▶ Dataset entries:
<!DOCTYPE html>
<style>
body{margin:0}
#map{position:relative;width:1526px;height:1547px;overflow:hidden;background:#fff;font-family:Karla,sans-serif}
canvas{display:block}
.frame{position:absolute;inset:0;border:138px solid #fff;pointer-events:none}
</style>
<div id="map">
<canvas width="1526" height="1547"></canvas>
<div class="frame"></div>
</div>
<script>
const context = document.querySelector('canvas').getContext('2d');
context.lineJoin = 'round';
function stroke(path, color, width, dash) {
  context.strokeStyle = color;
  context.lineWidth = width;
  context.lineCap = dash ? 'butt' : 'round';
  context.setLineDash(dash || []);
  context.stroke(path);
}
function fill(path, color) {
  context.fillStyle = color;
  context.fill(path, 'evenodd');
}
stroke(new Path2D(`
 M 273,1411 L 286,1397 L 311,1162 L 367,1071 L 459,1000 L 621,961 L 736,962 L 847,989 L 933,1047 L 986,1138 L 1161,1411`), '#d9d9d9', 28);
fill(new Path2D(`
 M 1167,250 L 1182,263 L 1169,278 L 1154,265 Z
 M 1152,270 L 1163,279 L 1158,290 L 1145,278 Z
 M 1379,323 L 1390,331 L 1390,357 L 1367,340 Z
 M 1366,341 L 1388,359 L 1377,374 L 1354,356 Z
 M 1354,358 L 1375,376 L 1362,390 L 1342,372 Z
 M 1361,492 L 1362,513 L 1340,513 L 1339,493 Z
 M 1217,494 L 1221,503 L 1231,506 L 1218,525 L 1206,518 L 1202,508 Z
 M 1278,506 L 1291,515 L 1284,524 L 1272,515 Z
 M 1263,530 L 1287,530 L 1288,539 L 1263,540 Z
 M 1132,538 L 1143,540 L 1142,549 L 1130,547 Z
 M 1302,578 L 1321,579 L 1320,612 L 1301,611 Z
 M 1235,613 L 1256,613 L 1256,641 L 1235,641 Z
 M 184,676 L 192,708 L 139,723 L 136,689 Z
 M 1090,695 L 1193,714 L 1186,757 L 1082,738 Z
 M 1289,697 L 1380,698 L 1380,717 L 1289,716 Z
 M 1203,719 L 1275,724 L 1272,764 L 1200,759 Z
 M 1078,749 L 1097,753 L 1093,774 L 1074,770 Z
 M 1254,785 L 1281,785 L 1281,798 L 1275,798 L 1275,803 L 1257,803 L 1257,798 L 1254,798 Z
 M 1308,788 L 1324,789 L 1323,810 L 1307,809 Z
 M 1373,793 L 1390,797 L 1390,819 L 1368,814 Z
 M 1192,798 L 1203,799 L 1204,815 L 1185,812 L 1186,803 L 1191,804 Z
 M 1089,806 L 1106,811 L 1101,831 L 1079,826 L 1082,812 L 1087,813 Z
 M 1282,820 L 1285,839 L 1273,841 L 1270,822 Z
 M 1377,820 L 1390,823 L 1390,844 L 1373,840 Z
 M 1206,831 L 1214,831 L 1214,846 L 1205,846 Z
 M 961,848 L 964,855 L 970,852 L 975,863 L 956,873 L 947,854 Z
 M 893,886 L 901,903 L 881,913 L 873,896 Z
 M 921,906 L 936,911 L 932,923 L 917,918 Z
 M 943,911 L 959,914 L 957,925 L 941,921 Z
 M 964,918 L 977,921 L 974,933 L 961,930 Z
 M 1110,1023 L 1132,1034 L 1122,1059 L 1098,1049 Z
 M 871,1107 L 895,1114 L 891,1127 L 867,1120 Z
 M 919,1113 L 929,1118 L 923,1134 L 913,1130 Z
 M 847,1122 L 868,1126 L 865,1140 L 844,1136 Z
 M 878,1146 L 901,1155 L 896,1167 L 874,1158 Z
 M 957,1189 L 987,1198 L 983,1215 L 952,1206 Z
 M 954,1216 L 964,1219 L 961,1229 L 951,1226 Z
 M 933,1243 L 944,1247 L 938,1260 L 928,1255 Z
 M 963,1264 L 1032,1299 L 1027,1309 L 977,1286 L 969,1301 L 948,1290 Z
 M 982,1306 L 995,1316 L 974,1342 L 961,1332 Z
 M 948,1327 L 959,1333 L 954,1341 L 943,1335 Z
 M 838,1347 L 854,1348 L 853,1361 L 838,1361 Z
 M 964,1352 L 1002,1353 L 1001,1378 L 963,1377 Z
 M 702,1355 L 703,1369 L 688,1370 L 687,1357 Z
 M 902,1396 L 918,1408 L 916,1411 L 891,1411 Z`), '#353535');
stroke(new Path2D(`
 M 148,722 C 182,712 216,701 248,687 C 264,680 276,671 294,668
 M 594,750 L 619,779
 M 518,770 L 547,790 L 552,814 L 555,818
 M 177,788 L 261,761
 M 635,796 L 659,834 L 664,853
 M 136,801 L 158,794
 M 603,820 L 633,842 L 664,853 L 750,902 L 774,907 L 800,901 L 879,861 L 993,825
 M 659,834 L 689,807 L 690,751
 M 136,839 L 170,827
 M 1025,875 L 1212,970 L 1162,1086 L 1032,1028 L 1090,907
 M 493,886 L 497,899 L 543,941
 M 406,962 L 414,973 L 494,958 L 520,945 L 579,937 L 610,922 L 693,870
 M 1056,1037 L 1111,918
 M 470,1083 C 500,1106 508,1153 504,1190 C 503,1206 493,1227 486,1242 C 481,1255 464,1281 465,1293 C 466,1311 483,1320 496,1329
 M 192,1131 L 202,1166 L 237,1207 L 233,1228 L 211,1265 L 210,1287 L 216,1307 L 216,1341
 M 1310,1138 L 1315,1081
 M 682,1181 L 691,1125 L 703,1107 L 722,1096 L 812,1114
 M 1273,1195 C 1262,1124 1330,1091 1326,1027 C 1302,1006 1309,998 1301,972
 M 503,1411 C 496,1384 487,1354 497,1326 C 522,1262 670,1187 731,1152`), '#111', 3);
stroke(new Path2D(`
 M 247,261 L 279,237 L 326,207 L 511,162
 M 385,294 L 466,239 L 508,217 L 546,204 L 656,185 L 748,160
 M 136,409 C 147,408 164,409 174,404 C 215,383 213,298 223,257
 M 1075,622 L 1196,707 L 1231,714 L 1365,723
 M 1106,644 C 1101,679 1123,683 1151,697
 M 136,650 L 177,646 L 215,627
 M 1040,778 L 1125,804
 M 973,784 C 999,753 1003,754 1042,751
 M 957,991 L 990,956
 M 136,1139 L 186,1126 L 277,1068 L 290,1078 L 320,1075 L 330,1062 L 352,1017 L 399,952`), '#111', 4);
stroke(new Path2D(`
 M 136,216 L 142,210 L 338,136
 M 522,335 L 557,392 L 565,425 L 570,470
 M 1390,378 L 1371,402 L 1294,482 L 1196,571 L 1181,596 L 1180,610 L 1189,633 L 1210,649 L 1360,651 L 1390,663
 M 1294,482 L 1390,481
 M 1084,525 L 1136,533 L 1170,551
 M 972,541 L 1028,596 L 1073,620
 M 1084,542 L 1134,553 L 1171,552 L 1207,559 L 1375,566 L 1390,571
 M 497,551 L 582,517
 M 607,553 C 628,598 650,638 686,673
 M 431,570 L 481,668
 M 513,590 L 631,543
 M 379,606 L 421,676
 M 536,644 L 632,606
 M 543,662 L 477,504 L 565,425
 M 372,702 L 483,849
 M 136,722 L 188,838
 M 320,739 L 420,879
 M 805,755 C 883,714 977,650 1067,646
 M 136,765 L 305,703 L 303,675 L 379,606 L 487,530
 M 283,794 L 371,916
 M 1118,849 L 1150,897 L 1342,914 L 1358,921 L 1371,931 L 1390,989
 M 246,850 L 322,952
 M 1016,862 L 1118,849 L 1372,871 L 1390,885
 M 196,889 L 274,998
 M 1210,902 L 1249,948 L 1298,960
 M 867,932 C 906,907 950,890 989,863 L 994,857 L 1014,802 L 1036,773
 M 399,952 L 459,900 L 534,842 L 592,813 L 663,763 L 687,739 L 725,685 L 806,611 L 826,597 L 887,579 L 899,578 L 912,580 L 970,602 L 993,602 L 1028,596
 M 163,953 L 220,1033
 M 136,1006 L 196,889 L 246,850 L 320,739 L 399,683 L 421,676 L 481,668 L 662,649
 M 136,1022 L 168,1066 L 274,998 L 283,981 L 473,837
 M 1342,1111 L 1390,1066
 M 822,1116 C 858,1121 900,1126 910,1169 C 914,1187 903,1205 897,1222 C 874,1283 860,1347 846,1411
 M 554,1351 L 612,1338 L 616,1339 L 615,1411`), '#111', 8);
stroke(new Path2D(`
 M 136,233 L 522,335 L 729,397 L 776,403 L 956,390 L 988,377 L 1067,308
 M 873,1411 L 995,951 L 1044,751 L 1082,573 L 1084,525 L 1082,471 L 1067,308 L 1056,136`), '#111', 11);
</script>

▶ WORK TO COMPLETE:
Beginning with the line that has "M 1203,719 L" and ending with the line that has "M 136,839 L 170,827", set down the lines above exactly and include no others.

▶ COMPLETED TASK:
 M 1203,719 L 1275,724 L 1272,764 L 1200,759 Z
 M 1078,749 L 1097,753 L 1093,774 L 1074,770 Z
 M 1254,785 L 1281,785 L 1281,798 L 1275,798 L 1275,803 L 1257,803 L 1257,798 L 1254,798 Z
 M 1308,788 L 1324,789 L 1323,810 L 1307,809 Z
 M 1373,793 L 1390,797 L 1390,819 L 1368,814 Z
 M 1192,798 L 1203,799 L 1204,815 L 1185,812 L 1186,803 L 1191,804 Z
 M 1089,806 L 1106,811 L 1101,831 L 1079,826 L 1082,812 L 1087,813 Z
 M 1282,820 L 1285,839 L 1273,841 L 1270,822 Z
 M 1377,820 L 1390,823 L 1390,844 L 1373,840 Z
 M 1206,831 L 1214,831 L 1214,846 L 1205,846 Z
 M 961,848 L 964,855 L 970,852 L 975,863 L 956,873 L 947,854 Z
 M 893,886 L 901,903 L 881,913 L 873,896 Z
 M 921,906 L 936,911 L 932,923 L 917,918 Z
 M 943,911 L 959,914 L 957,925 L 941,921 Z
 M 964,918 L 977,921 L 974,933 L 961,930 Z
 M 1110,1023 L 1132,1034 L 1122,1059 L 1098,1049 Z
 M 871,1107 L 895,1114 L 891,1127 L 867,1120 Z
 M 919,1113 L 929,1118 L 923,1134 L 913,1130 Z
 M 847,1122 L 868,1126 L 865,1140 L 844,1136 Z
 M 878,1146 L 901,1155 L 896,1167 L 874,1158 Z
 M 957,1189 L 987,1198 L 983,1215 L 952,1206 Z
 M 954,1216 L 964,1219 L 961,1229 L 951,1226 Z
 M 933,1243 L 944,1247 L 938,1260 L 928,1255 Z
 M 963,1264 L 1032,1299 L 1027,1309 L 977,1286 L 969,1301 L 948,1290 Z
 M 982,1306 L 995,1316 L 974,1342 L 961,1332 Z
 M 948,1327 L 959,1333 L 954,1341 L 943,1335 Z
 M 838,1347 L 854,1348 L 853,1361 L 838,1361 Z
 M 964,1352 L 1002,1353 L 1001,1378 L 963,1377 Z
 M 702,1355 L 703,1369 L 688,1370 L 687,1357 Z
 M 902,1396 L 918,1408 L 916,1411 L 891,1411 Z`), '#353535');
stroke(new Path2D(`
 M 148,722 C 182,712 216,701 248,687 C 264,680 276,671 294,668
 M 594,750 L 619,779
 M 518,770 L 547,790 L 552,814 L 555,818
 M 177,788 L 261,761
 M 635,796 L 659,834 L 664,853
 M 136,801 L 158,794
 M 603,820 L 633,842 L 664,853 L 750,902 L 774,907 L 800,901 L 879,861 L 993,825
 M 659,834 L 689,807 L 690,751
 M 136,839 L 170,827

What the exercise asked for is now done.